DATA PROTECTION

“Personal data” means any information relating to an identified or identifiable natural person (hereinafter referred to as “Data Subject”); an identifiable person is a person who can be identified, directly or indirectly, in particular by reference to an identifier such as a name, an identification number, location data, an online identifier (e.g. a cookie) or one or more specific factors that characterize to the physical, physiological, genetic, mental, economic, cultural or social identity of that natural person. “Processing” means any operation or set of operations performed, whether or not automatically, on the basis of Personal Data. The term is broad and encompasses almost all forms of data processing. “Pseudonymization”: the Processing of Personal Data in such a way that the Personal Data cannot be traced back to a specific Data Subject without the inclusion of additional information, provided that this additional information is kept separately and is subject to technical and organizational measures that ensure that the Personal Data cannot be traced back become an identified or identifiable natural person. “Profiling”: any automated Processing of Personal Data consisting of the use of Personal Data to evaluate certain personal aspects of a natural person, in particular for the purpose of analyzing or predicting aspects related to the performance of the work, the economic situation, health, personal preferences, interests, reliability, the behaviour, location or movement of that natural person. “Controller” means the natural or legal person, public authority, agency or any other body that alone or jointly with others determines the purpose and means of the Processing of Personal Data. “Processor”: any natural or legal person, public authority, service or other body that processes Personal Data on behalf of the Controller.

Relevant legal bases
In accordance with Article 13 of the GDPR, we inform you about the legal basis of our data processing. If the legal basis is not stated in the privacy statement, the following applies.Right to be forgotten case legal basis for obtaining consent falls under Article 6(1)(a) and Article 7 of the GDPR, the legal basis for the Processing for the purpose of execution of our services and the implementation of contractual measures and the answering of questions falls under Article 6(1)(b) of the GDPR, the legal basis for the Processing for the performance of our legal obligations falls under Article 6(1) , point c of the GDPR, and the legal basis for the Processing for the purpose of safeguarding our legitimate interests falls under Article 6(1)(f) of the GDPR.

Safety precautions
In accordance with Article 32 of the GDPR and taking into account the state of the art, the implementation costs and the nature, scope, circumstances and purpose of the Processing, as well as the degree of probability of occurrence and the seriousness of the risk to rights and freedoms of natural persons, we take appropriate technical and organizational measures to ensure a level of protection adapted to the risk. These measures include, in particular, ensuring the confidentiality, integrity and availability of Data by controlling physical access to Data, as well as access, input, disclosure, guaranteeing its availability and segregation. In addition, we have established procedures to ensure that Data Subjects' rights are exercised, the Data will be erased and we will respond to any threats to the Data. In addition, we already consider the protection of Personal Data in the development or selection of hardware, software and processes, in accordance with the principle of data protection through technology design and through data protection-friendly presets (Article 25 of the GDPR).

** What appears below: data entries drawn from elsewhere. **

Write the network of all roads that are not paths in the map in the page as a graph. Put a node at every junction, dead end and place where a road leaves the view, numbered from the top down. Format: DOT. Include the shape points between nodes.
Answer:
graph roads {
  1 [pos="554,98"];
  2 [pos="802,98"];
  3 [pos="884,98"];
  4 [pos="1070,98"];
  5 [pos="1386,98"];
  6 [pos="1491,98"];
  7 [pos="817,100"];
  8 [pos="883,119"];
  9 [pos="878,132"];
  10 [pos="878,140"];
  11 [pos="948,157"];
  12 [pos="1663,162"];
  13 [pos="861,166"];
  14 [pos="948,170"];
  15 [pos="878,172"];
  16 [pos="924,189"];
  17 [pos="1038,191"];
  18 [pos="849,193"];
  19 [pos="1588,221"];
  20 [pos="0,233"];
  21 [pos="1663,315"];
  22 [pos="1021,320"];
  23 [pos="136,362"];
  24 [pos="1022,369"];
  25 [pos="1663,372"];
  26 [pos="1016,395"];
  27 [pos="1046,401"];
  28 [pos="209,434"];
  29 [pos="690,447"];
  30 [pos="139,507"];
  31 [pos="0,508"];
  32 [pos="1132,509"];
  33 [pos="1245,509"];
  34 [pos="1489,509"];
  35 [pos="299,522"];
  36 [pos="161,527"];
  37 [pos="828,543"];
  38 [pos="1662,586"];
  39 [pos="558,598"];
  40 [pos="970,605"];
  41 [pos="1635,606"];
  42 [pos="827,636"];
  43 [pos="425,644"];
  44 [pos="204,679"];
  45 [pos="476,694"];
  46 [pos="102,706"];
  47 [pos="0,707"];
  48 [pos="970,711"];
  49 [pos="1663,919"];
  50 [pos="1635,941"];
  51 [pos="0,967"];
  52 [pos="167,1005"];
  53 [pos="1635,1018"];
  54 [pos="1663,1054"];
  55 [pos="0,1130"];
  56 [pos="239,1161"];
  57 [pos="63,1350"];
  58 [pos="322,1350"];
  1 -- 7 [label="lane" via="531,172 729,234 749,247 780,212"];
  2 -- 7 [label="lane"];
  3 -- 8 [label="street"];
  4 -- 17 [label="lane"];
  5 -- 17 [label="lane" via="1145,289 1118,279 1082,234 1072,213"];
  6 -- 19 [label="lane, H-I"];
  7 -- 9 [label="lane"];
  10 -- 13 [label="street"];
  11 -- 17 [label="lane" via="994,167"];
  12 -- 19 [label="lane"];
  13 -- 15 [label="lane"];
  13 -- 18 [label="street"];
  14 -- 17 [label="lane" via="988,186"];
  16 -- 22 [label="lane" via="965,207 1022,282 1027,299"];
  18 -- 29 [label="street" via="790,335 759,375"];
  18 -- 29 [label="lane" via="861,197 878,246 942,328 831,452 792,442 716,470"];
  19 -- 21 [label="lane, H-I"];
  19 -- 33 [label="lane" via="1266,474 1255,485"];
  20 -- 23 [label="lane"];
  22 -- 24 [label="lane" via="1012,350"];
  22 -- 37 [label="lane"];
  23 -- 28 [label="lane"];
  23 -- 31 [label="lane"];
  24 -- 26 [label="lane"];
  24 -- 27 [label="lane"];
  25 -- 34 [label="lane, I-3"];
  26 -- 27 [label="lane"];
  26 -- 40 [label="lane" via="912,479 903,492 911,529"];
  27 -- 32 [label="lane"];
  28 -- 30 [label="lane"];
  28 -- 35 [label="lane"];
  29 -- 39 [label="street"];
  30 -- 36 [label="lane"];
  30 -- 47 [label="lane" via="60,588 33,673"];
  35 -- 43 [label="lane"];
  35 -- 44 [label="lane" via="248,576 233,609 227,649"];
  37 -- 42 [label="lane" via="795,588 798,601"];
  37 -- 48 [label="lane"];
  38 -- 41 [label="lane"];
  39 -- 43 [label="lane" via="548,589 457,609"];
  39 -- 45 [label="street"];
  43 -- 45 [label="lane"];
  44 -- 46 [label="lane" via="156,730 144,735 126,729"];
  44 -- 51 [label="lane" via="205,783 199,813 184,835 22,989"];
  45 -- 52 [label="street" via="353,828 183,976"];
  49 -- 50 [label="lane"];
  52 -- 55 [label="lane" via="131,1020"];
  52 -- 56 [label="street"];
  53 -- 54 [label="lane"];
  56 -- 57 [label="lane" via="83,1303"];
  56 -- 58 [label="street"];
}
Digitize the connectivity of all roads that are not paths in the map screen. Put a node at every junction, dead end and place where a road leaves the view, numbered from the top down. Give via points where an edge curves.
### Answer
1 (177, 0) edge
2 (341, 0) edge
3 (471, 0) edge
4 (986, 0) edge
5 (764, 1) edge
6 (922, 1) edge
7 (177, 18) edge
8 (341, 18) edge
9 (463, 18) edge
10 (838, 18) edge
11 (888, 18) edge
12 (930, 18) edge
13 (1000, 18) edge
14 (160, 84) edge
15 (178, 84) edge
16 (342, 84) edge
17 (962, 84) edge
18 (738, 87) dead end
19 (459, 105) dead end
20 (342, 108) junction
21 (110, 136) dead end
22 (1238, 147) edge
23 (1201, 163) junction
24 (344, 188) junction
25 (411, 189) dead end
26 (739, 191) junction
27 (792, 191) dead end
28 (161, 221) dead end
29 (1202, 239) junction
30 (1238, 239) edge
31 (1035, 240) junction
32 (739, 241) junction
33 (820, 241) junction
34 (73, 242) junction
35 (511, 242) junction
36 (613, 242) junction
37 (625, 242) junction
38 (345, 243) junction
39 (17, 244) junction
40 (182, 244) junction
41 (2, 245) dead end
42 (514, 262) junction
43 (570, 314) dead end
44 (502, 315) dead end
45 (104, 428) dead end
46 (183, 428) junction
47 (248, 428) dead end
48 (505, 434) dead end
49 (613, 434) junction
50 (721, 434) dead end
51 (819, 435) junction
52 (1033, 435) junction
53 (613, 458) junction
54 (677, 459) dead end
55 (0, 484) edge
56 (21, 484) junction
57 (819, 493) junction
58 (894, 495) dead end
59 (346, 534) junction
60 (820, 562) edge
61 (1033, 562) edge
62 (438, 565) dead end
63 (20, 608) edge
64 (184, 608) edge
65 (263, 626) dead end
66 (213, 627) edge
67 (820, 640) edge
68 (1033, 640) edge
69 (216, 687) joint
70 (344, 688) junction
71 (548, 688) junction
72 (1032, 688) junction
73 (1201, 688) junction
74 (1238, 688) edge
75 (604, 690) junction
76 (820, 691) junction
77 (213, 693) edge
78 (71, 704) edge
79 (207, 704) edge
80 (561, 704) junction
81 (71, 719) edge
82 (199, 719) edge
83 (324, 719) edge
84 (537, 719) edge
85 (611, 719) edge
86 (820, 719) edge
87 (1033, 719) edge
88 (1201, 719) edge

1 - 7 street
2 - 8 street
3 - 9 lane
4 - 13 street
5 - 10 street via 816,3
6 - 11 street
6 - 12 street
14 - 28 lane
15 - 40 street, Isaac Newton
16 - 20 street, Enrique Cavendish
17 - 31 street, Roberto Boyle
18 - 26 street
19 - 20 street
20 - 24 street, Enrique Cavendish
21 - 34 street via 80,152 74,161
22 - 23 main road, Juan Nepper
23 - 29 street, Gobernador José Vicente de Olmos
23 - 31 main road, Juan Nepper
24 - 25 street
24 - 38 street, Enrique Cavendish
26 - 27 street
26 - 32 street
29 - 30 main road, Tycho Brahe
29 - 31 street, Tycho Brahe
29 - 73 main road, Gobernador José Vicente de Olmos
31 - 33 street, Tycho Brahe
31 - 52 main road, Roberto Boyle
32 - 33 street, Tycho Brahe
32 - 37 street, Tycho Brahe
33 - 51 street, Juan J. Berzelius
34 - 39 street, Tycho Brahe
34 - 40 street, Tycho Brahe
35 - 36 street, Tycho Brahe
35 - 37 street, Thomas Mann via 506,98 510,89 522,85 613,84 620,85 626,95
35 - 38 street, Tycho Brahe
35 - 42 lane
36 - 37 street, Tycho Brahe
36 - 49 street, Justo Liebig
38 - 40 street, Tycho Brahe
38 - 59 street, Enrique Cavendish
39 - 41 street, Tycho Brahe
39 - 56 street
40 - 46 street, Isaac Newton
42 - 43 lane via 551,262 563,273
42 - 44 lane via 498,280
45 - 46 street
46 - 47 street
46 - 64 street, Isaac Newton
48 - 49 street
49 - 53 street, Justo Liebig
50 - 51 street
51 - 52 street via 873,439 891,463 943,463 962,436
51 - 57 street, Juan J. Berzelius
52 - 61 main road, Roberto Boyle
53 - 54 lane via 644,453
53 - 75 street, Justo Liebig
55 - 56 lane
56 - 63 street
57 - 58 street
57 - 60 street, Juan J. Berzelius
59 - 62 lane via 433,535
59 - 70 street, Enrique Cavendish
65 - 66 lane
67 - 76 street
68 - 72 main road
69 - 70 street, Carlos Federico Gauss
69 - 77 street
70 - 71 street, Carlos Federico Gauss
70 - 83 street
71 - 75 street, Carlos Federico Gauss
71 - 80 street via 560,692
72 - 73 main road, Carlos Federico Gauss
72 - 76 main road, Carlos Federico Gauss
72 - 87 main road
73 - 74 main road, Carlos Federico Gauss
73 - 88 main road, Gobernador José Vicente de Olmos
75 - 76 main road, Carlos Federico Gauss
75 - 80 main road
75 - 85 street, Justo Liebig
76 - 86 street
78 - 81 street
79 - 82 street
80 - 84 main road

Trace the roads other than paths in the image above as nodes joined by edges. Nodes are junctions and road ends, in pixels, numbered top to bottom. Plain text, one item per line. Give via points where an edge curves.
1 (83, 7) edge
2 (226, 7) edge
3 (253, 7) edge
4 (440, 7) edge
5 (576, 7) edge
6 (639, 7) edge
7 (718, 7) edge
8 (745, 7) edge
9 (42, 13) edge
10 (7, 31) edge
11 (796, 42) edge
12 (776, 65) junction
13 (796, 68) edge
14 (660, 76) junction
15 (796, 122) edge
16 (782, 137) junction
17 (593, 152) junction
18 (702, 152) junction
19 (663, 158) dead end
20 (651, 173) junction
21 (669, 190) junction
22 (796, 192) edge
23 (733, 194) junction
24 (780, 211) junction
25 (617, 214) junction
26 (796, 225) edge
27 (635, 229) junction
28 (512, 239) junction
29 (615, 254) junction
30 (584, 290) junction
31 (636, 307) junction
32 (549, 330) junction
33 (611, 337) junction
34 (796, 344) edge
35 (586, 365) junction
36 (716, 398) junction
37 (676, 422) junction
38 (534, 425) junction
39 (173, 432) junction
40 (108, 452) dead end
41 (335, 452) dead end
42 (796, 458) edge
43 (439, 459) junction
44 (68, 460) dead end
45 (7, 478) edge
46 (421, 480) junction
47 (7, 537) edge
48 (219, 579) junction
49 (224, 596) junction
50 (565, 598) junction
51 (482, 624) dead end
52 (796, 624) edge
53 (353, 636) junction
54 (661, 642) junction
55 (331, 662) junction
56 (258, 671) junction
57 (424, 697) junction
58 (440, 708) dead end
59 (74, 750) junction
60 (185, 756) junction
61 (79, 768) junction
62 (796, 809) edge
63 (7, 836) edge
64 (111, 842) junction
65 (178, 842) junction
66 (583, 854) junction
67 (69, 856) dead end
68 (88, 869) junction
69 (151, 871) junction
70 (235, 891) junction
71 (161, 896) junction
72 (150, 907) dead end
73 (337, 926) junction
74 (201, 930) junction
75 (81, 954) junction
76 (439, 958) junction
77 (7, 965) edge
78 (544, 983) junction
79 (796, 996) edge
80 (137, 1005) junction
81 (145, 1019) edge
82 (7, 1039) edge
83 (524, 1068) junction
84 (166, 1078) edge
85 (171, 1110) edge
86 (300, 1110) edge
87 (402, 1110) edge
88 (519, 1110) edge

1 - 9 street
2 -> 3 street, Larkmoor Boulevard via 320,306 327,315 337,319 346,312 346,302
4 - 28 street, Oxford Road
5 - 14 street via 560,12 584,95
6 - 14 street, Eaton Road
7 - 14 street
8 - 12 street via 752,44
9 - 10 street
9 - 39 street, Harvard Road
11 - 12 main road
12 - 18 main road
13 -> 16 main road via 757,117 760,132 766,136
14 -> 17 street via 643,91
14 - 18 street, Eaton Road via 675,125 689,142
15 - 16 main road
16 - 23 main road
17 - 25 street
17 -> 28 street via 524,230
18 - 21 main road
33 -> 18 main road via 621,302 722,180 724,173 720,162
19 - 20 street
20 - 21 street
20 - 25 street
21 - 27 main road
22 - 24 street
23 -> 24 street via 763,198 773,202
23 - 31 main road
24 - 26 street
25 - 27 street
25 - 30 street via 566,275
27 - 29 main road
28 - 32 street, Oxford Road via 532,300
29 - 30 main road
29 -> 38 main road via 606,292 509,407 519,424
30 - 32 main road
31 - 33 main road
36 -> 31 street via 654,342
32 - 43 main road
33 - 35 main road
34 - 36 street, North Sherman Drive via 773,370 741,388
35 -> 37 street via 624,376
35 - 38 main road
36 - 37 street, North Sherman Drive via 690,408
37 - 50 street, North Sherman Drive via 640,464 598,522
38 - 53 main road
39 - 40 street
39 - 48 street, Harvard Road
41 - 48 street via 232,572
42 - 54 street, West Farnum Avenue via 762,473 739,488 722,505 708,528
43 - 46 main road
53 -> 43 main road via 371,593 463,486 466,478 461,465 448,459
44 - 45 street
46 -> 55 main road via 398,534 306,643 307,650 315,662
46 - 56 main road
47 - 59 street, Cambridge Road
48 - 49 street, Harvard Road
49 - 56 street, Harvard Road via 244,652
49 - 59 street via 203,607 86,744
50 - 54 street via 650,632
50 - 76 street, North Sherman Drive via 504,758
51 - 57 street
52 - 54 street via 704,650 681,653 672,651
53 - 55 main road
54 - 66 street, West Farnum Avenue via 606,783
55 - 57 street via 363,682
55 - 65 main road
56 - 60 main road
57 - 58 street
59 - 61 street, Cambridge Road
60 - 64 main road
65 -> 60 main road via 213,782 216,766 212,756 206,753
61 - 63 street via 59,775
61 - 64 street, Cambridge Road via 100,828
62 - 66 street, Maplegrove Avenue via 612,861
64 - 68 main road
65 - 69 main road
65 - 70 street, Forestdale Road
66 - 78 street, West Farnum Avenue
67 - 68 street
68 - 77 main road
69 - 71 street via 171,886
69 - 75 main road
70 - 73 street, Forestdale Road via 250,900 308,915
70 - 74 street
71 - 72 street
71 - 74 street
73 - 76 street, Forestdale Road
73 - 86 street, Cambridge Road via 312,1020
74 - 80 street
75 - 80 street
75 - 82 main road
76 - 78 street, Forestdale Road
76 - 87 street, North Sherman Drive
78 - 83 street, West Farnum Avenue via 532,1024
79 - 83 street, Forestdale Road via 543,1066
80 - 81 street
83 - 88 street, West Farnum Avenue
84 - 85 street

Collaboration with Processors and third parties
If we disclose, transfer or otherwise grant them access to the Data to other persons and companies (Processors or third parties) in the context of our processing, this will only be done on the basis of a legal authorization (e.g. if the Data must be transferred to third parties, such as payment service providers in accordance with Article 6 (1) (b) of the GDPR for the execution of the contract), if you have given your consent, if a legal obligation provides for this or on the basis of our legitimate interests (e.g. when deploying contractors, web hosts, etc.). If we instruct third parties to process Data on the basis of a so-called "contract settlement agreement", this is done on the basis of Article 28 of the GDPR.